Amy Rigby
The Sugar Tree (Koch)

by Marc Hirsh

originally published in Space City Rock, 2002

I once had the distinct pleasure of sitting pretty much literally at Amy Rigby's feet as she performed "Magicians." It was a new song at the time; Amy may in fact have just written it, since her band sat it out, leaving just her and an acoustic guitar. Nobody in the audience had heard it before but we were happy to listen, since Amy Rigby's not really the type of artist that has hits to cheer for (a situation with benefits as well as drawbacks). And the song, which captures the last moment of the night (or relationship, if you're so inclined) when nothing exists but two people, was beautiful and devastating. When she finished to enthusiastic applause, all I could think to say, knowing that I was close enough that she would hear me, was "Very nice."
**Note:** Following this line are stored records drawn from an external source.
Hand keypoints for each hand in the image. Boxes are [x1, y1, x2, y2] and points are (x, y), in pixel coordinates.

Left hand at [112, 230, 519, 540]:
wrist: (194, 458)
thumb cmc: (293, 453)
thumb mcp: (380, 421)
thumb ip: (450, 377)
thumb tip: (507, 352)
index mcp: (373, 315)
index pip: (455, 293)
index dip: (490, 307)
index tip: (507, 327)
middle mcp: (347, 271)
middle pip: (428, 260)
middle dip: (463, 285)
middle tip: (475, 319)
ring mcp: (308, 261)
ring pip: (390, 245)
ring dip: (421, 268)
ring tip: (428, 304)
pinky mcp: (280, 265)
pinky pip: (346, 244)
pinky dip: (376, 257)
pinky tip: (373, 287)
A massive understatement in reference to that performance, my comment is, however, a fair assessment of the full arrangement that appears midway through The Sugar Tree, which doesn't fully capture the song's majesty. And the strangest thing about it, and the most egregious flaw recurring throughout the entire album, is Amy's voice, which is subjected to so much double-tracking and effects and (most problematic) what sounds to be inexplicable self-restraint that you start to wonder just where she actually is. Amy is such a clear communicator, accessing such an wide range of emotions with unsettling directness, that anything that gets in the way is a liability.

There is good news, though, in that there's plenty for Amy's vocals to work against, which makes The Sugar Tree a complete switcheroo from 1998's wonderful Middlescence . Amy's band is fired up and ready, not to mention a touch more stylistically consistent; veer though they might from the bouncy 1960s-style girl-group pop of "Better Stay Gone" to the New Orleans stomp of "If You Won't Hang Around" by way of the C&W propulsion of "Rode Hard," the record maintains a strong sense of sonic cohesion throughout.
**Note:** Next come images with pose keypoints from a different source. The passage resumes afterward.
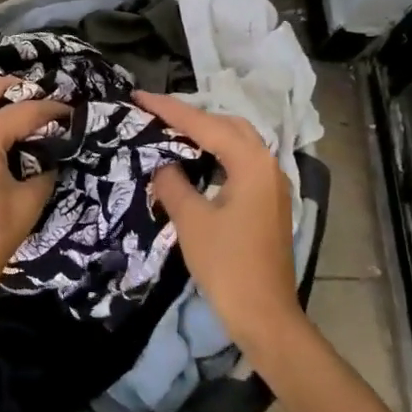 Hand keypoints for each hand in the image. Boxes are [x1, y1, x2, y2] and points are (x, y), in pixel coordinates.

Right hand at [134, 91, 303, 352]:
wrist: (264, 316)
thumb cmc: (227, 265)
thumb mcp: (191, 220)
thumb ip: (173, 183)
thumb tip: (162, 165)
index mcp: (251, 163)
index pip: (204, 125)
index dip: (169, 109)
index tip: (138, 96)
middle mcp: (268, 165)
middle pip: (227, 125)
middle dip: (191, 115)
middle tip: (155, 113)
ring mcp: (272, 185)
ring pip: (237, 142)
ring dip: (206, 133)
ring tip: (170, 131)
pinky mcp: (268, 202)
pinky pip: (240, 162)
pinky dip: (216, 154)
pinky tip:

Best of all, when Amy's on, songwriting-wise, she's as terrific as ever. "Stop Showing Up In My Dreams" is an almost perfect garage-rock song; drop the quivery guitar and even the arrangement is dead-on, right down to the guitar solo (the marvelously hallucinogenic lyric, in which Amy, dazed by her man leaving, ends up as a half-crazed bellhop, is another story altogether). "Cynically Yours" festoons the purloined skeleton of "Are You Lonesome Tonight?" with a sigh of utter resignation, the sound of two tired people sharing the only wedding vows that they know in their hearts that they can keep (it starts, "You know I love you one hundred percent/Of the amount I'm capable of loving you...," and then drops like a stone from there). Best of all is the anthemic "Balls," in which Amy confronts the rat-bastard who keeps breaking her heart without really telling him to take a hike. The perfectly realized second verse surely deserves some sort of award; the setup is hysterical, but the payoff rhyme clinches not just the joke but the point, raising the stakes of both in the process.

The problem, as I see it, is that, having heard many of these songs in a live setting, I know that they all, to a song, benefit from simpler arrangements, an uncluttered vocal sound and a more confident Amy. Unlike the rest of her astonishing oeuvre, The Sugar Tree sounds as though it's made a few concessions, from the inclusion of, let's face it, a few sappy tunes (certainly "Angel After Hours" and probably "Happy For You" as well) to the occasional suppression of personality in the name of presentability (the closer, "Sleeping With The Moon" is lovely but not heartbreaking, a first for her). Defeat, however, is one she's not willing to make just quite yet.